José Manuel dos Santos trouxe para a conversa a escritora Nathalie Sarraute, que Fernanda Botelho traduziu por altura da escrita de “O Ângulo Raso”, e que tem um livro intitulado “A Era da Suspeita”, que encaixa no cenário português dos anos 1950, quando estavam no ar os primeiros sinais de que a ditadura poderia estar a chegar ao fim. “O tema do vazio da sociedade, dos valores, aparece aí e será constante na obra da Fernanda”, que considera ser uma escritora portuguesa pós-moderna, muito visual e com um olhar cinematográfico, que pôs fim “ao pacto entre o autor, o narrador e as personagens e assumiu a ambiguidade, as estratégias circulares. O direito tem sempre um avesso”. Após falar da ambiguidade de Fernanda Botelho entre o desejo de conservação da memória e o apelo para fazer tábua rasa, brincou ainda com o facto de, na pesquisa googliana, surgirem três Fernandas Botelho – a matemática, a especialista em ervas e a escritora -, podendo cada uma delas ser a mesmq. O tema central, esse, defende ter sido o da liberdade, “não apenas no sentido abstracto e político, mas na forma como a podemos usar para construir relações com os outros”. Sem esquecer o modo como o amor nos pode dar e tirar essa mesma liberdade.
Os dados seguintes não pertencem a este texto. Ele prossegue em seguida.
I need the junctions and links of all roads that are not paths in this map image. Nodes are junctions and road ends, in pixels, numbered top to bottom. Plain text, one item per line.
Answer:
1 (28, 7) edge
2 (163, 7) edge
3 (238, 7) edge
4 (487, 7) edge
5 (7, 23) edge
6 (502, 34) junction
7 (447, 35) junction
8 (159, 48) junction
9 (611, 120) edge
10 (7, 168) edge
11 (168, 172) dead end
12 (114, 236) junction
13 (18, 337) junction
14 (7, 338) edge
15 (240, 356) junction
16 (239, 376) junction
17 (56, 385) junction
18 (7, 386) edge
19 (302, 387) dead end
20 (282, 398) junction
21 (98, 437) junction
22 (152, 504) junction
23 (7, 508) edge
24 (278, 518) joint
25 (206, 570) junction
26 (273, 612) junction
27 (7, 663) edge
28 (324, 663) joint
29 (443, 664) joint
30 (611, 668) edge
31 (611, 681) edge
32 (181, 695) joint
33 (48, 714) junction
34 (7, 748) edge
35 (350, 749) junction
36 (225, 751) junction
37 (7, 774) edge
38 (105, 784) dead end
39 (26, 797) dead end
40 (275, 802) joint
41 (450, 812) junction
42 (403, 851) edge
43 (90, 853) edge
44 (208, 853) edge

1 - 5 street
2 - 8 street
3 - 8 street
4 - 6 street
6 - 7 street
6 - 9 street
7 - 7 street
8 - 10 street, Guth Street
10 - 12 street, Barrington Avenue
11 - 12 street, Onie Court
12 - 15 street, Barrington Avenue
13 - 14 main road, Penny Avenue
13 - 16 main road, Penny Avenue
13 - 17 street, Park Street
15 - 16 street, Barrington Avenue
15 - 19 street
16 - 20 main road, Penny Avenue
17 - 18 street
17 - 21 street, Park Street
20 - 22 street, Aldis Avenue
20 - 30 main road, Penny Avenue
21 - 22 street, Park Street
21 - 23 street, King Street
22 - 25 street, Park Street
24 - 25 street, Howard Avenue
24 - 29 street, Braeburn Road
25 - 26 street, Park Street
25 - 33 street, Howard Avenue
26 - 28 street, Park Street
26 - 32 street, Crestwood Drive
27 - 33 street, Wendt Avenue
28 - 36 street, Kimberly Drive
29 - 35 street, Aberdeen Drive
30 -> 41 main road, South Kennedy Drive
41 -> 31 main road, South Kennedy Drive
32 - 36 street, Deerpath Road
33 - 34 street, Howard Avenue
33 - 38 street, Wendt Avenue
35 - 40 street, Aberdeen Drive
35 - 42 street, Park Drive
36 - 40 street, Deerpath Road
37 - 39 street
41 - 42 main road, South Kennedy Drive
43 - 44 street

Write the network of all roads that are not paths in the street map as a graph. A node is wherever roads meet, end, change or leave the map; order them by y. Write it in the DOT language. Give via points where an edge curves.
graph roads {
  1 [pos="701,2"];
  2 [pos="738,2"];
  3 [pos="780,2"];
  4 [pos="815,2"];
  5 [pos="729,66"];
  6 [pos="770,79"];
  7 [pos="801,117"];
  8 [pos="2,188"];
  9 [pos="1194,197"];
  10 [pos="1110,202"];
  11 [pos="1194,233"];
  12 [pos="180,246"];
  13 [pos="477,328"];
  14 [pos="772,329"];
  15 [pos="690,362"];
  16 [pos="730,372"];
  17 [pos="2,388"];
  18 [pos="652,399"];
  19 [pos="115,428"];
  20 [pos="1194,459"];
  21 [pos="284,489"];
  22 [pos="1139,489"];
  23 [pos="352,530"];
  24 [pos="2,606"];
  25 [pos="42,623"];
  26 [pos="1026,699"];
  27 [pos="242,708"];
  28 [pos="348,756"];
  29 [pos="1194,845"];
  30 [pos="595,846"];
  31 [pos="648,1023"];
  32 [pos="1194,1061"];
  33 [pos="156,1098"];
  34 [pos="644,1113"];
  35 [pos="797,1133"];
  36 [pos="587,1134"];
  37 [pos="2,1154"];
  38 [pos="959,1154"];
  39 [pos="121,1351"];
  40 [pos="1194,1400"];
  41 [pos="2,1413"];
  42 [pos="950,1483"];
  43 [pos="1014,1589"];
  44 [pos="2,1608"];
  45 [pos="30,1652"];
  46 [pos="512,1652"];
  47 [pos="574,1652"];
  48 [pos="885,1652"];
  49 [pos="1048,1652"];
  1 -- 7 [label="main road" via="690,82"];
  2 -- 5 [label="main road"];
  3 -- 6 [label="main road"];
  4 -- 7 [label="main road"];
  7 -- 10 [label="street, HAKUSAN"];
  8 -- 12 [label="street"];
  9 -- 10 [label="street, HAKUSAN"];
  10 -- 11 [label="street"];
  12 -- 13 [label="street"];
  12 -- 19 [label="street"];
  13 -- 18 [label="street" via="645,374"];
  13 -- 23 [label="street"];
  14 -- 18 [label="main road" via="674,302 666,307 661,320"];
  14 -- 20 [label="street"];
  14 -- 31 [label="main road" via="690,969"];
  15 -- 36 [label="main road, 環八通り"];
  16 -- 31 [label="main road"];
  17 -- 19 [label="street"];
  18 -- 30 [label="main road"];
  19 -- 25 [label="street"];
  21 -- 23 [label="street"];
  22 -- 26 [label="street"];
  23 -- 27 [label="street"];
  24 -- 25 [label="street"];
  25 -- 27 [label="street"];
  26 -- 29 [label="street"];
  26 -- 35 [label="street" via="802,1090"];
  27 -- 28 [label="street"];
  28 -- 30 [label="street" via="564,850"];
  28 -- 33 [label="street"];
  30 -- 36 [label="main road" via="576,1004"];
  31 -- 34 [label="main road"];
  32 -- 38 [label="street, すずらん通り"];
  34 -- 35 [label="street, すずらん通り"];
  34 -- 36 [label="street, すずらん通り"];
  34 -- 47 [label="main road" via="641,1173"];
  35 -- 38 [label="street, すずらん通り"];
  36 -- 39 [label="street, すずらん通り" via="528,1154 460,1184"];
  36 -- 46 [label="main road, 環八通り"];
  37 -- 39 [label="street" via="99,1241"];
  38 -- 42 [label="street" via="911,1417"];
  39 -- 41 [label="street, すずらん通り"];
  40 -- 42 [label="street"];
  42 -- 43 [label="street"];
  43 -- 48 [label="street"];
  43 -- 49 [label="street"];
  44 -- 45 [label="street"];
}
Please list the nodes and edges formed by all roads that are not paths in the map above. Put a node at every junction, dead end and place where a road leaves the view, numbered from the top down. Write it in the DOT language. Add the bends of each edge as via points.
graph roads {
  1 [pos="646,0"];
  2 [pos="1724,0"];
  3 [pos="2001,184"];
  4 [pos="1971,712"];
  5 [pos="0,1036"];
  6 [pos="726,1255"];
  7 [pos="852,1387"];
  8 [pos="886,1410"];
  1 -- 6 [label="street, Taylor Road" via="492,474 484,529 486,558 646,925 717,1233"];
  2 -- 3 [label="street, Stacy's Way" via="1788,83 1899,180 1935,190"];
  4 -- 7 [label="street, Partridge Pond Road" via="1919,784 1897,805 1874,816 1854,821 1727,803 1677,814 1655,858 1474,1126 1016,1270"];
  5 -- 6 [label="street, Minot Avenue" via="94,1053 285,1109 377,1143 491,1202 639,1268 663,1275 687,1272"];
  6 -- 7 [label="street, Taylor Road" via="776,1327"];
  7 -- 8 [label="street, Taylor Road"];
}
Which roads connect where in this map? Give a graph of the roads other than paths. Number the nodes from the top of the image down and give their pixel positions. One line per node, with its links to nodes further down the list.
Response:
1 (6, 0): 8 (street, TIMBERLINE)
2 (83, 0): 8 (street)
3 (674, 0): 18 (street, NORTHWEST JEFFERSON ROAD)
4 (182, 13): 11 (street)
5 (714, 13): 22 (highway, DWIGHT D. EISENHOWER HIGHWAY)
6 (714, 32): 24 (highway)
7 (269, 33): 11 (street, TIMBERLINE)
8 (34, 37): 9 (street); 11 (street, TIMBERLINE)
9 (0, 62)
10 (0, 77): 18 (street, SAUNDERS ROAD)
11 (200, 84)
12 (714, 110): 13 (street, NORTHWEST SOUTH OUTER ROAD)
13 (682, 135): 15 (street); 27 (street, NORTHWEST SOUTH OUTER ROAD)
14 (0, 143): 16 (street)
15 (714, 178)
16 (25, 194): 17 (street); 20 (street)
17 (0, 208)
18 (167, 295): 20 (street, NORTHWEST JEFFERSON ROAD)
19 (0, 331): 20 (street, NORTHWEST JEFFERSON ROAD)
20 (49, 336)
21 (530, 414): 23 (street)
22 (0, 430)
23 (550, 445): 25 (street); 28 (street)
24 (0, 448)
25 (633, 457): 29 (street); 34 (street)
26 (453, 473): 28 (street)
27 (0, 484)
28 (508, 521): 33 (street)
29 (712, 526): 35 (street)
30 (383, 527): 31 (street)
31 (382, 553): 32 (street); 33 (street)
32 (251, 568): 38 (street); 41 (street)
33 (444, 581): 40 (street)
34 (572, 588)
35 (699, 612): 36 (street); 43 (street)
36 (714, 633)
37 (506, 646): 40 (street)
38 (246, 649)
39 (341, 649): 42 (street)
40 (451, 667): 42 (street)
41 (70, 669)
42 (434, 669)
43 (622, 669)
Paula Morão, que reservou para si o texto de apresentação de “O Ângulo Raso”, destacou a possibilidade de os livros de Fernanda Botelho serem, também, uma porta aberta para o retrato de uma época – e, no caso desta estreia no romance, de um retrato exemplar da cidade de Lisboa, mas também sobre a província e a ligação à saúde, física e mental. Presentes nesta obra iniciática estão também, segundo Paula Morão, diversas referências literárias, que serão também transversais a toda a sua obra. Uma obra que “exige que o leitor esteja atento e desperto“. Falou-se depois desta Ângulo Raso que surge como um livro dentro do livro, um teorema que pede demonstração e que, recorda Joana Botelho, será mencionado no livro derradeiro de Fernanda Botelho, fechando assim um tratado literário com muita matemática e que oferece uma leitura simbólica da vida.
Fotos: FOLIO
2 Commentários
Muito obrigada por este registo da nossa sessão Fernanda Botelho no Folio! É bom saber que tivémos espectadores tão atentos. Paula Morão.
Muito obrigado, Paula. Foi muito bom poder conhecer a obra da Fernanda Botelho desta forma. Parabéns pelo vosso trabalho e dedicação.